-- Records contained in a dataset --
/---

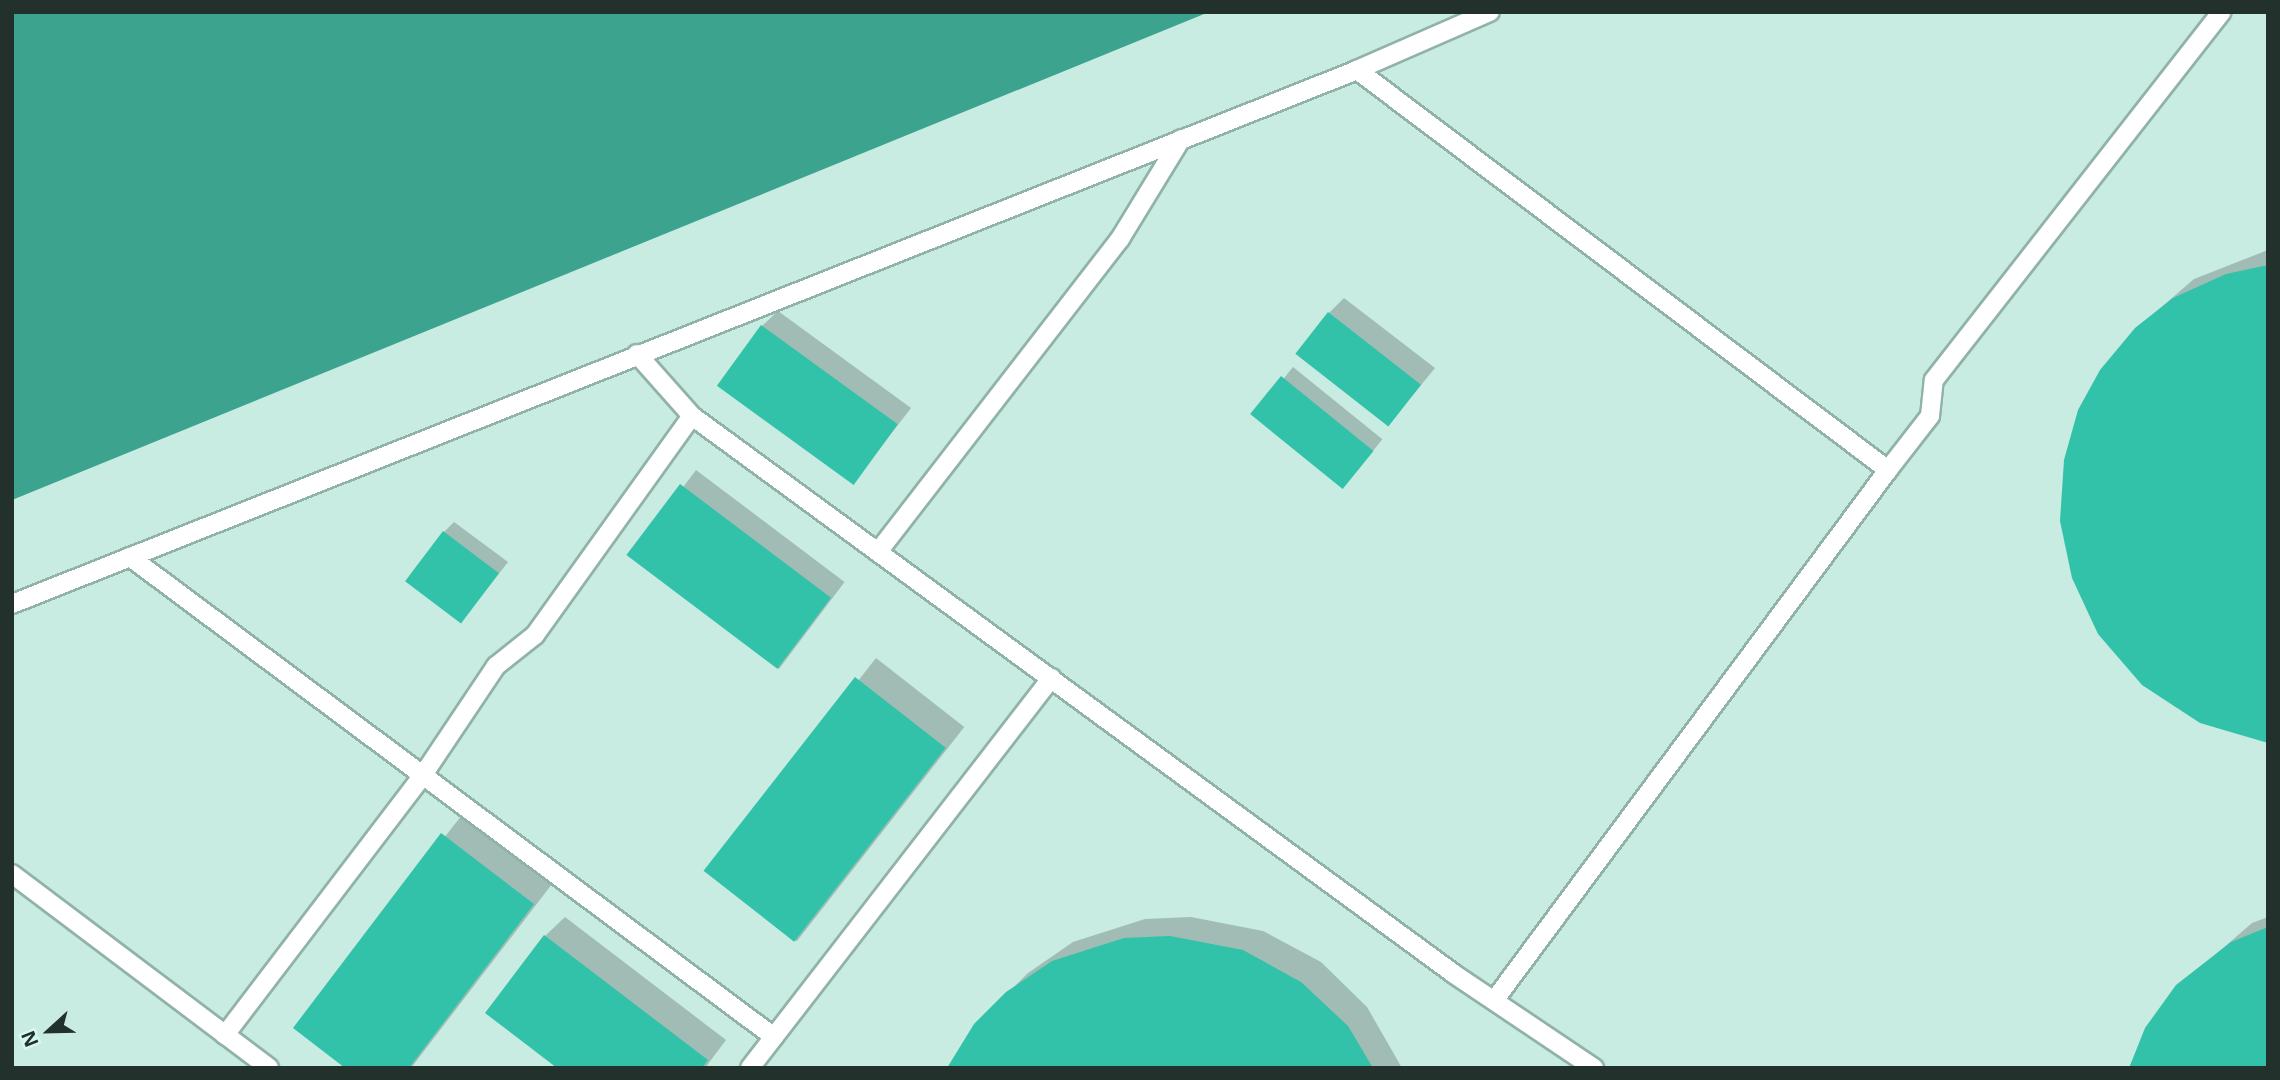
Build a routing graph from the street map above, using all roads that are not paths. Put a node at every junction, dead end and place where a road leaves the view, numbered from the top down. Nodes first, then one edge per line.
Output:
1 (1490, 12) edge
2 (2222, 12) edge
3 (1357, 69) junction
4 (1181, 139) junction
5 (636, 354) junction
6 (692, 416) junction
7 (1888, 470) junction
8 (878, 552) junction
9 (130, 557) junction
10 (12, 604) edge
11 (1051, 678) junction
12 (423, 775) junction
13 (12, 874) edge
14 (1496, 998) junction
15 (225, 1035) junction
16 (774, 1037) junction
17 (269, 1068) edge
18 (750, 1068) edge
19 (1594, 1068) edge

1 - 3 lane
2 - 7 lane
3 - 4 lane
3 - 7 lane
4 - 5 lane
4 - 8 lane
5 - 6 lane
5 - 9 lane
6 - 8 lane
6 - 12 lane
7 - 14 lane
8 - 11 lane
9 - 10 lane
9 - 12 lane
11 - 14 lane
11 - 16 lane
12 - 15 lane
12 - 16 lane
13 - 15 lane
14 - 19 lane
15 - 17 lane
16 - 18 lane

\---
/---

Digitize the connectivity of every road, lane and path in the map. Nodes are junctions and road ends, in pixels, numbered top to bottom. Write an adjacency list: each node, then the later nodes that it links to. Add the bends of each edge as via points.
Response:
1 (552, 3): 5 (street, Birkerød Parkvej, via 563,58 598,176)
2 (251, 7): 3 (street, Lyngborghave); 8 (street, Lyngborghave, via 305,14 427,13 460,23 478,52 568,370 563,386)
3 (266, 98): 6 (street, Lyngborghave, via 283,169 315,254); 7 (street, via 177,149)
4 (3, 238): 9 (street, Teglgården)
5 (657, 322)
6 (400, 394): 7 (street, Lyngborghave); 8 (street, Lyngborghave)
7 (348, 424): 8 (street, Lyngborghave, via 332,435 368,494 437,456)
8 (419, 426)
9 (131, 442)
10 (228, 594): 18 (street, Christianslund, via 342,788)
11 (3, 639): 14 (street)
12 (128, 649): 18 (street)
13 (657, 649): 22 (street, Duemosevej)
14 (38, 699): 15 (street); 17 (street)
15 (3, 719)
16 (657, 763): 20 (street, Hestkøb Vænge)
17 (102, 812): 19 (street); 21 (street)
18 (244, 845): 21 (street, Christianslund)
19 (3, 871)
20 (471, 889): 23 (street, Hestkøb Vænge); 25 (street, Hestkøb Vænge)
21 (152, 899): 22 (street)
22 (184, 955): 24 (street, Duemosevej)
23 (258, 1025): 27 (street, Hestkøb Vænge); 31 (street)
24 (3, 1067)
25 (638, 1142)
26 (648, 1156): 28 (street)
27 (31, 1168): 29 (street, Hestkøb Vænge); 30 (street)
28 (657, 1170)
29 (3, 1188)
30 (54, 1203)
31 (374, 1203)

\---
/---

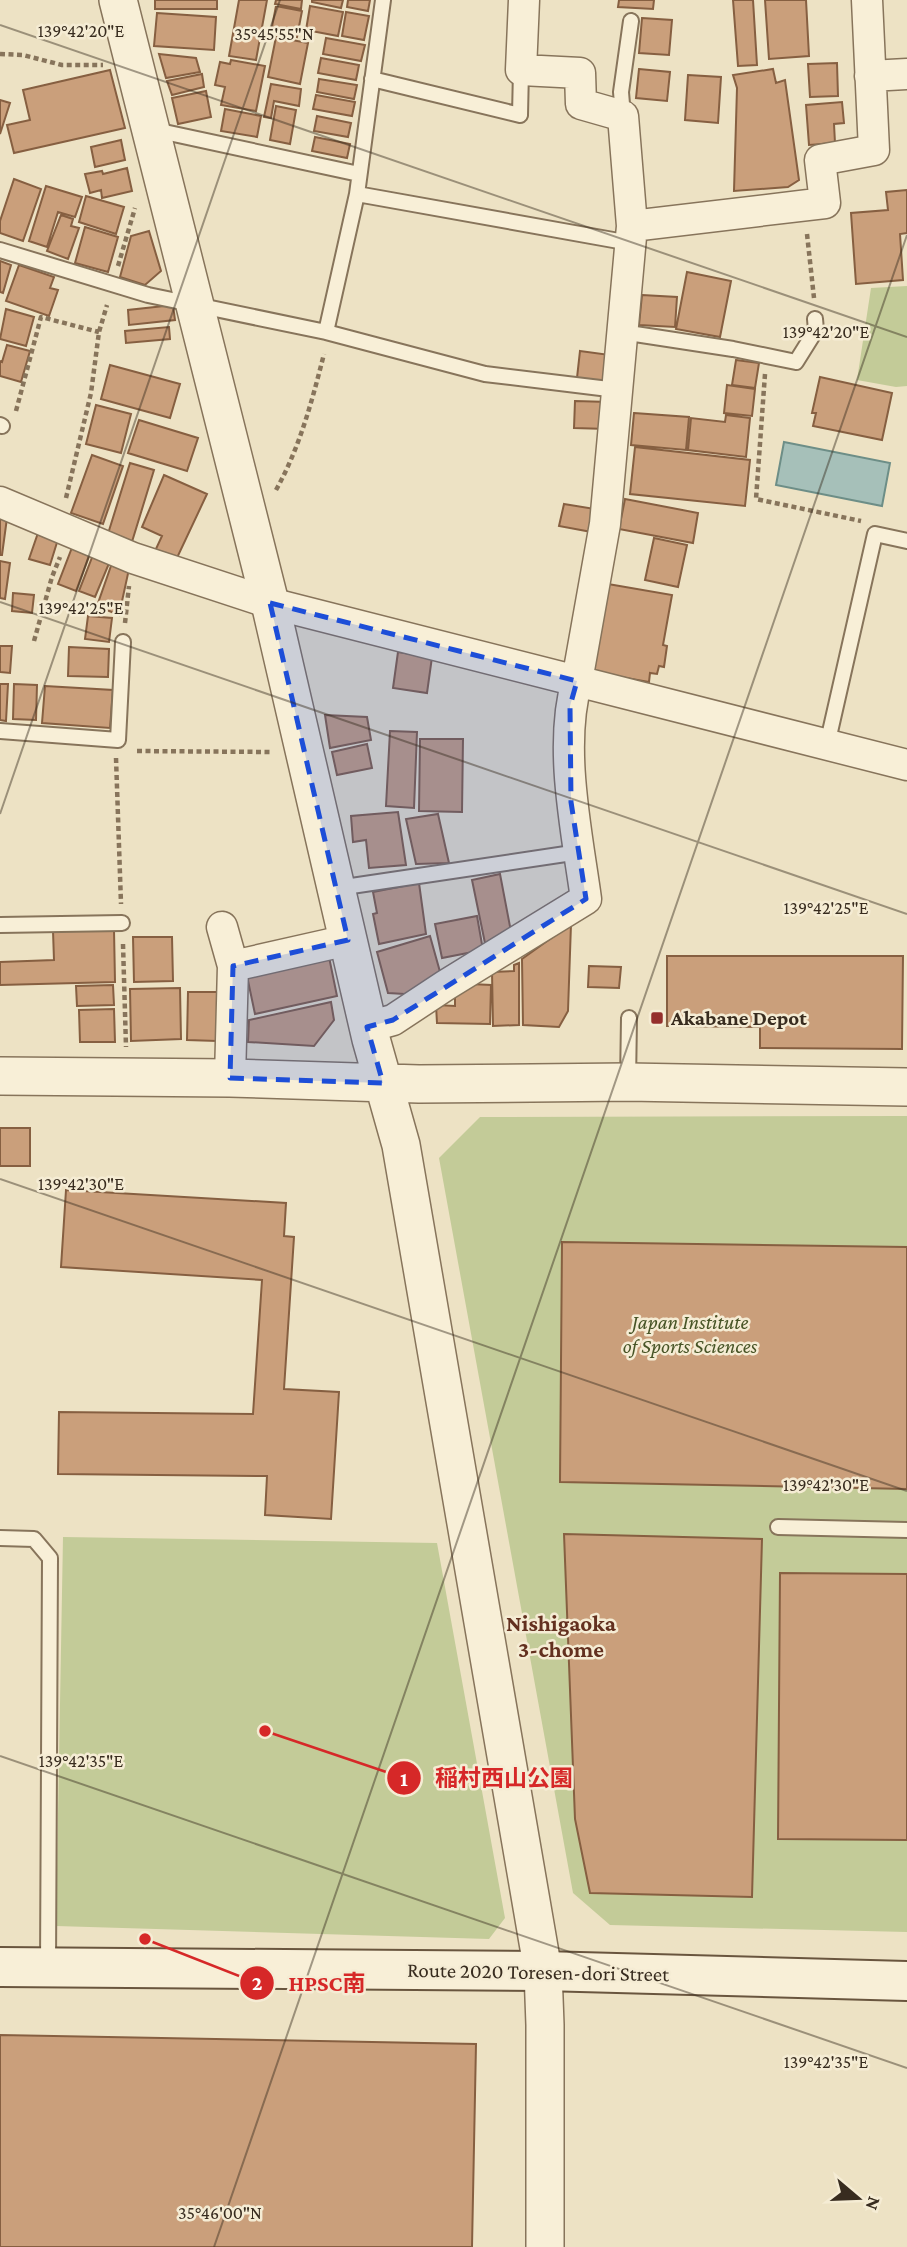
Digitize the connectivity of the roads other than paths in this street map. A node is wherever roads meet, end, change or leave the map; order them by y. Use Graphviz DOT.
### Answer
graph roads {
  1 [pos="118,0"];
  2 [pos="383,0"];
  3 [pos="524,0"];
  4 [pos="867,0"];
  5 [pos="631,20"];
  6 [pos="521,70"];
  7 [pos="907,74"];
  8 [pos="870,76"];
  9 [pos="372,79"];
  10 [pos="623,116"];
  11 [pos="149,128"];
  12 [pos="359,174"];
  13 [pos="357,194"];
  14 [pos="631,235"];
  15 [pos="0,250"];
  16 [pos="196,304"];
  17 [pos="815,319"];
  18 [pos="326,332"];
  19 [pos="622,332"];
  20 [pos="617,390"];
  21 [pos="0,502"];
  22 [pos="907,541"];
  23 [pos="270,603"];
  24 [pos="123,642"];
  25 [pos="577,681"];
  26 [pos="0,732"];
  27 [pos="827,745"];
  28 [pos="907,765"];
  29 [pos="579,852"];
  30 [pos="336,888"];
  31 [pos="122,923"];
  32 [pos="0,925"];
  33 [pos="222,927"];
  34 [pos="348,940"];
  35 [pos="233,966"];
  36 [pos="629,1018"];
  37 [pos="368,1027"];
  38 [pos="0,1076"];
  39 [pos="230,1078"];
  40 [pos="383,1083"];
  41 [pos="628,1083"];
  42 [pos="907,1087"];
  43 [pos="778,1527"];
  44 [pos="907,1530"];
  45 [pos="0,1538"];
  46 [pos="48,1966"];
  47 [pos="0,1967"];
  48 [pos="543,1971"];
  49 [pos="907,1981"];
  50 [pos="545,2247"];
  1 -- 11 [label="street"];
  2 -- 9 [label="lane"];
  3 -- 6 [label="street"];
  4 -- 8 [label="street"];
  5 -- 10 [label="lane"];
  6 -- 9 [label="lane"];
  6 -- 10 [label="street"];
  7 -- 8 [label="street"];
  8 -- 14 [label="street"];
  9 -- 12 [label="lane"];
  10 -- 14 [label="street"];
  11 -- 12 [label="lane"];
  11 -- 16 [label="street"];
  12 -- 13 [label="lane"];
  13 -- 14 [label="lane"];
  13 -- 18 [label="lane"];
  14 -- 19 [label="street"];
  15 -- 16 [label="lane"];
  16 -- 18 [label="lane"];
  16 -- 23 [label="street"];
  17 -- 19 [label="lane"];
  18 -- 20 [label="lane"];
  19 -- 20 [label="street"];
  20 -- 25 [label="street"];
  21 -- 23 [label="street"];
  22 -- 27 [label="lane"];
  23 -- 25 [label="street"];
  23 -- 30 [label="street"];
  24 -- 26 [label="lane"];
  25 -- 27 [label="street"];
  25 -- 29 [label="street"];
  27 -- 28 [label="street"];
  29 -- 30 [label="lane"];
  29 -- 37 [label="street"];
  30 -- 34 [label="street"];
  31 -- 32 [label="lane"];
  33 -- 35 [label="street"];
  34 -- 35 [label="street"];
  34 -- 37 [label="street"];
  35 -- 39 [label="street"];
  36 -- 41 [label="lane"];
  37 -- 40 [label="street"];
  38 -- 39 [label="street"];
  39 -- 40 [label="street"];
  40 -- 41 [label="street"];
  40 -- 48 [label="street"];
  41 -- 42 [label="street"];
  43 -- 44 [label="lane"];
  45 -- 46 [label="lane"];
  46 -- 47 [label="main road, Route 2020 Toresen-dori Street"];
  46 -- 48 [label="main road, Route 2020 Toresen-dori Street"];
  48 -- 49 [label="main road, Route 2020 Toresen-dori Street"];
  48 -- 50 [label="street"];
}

\---

-- Aim of the task --
Copy out every line above where "then" is present.

-- Written answer --
Build a routing graph from the street map above, using all roads that are not paths. Put a node at every junction, dead end and place where a road leaves the view, numbered from the top down. Nodes first, then one edge per line.
Digitize the connectivity of every road, lane and path in the map. Nodes are junctions and road ends, in pixels, numbered top to bottom. Write an adjacency list: each node, then the later nodes that it links to. Add the bends of each edge as via points.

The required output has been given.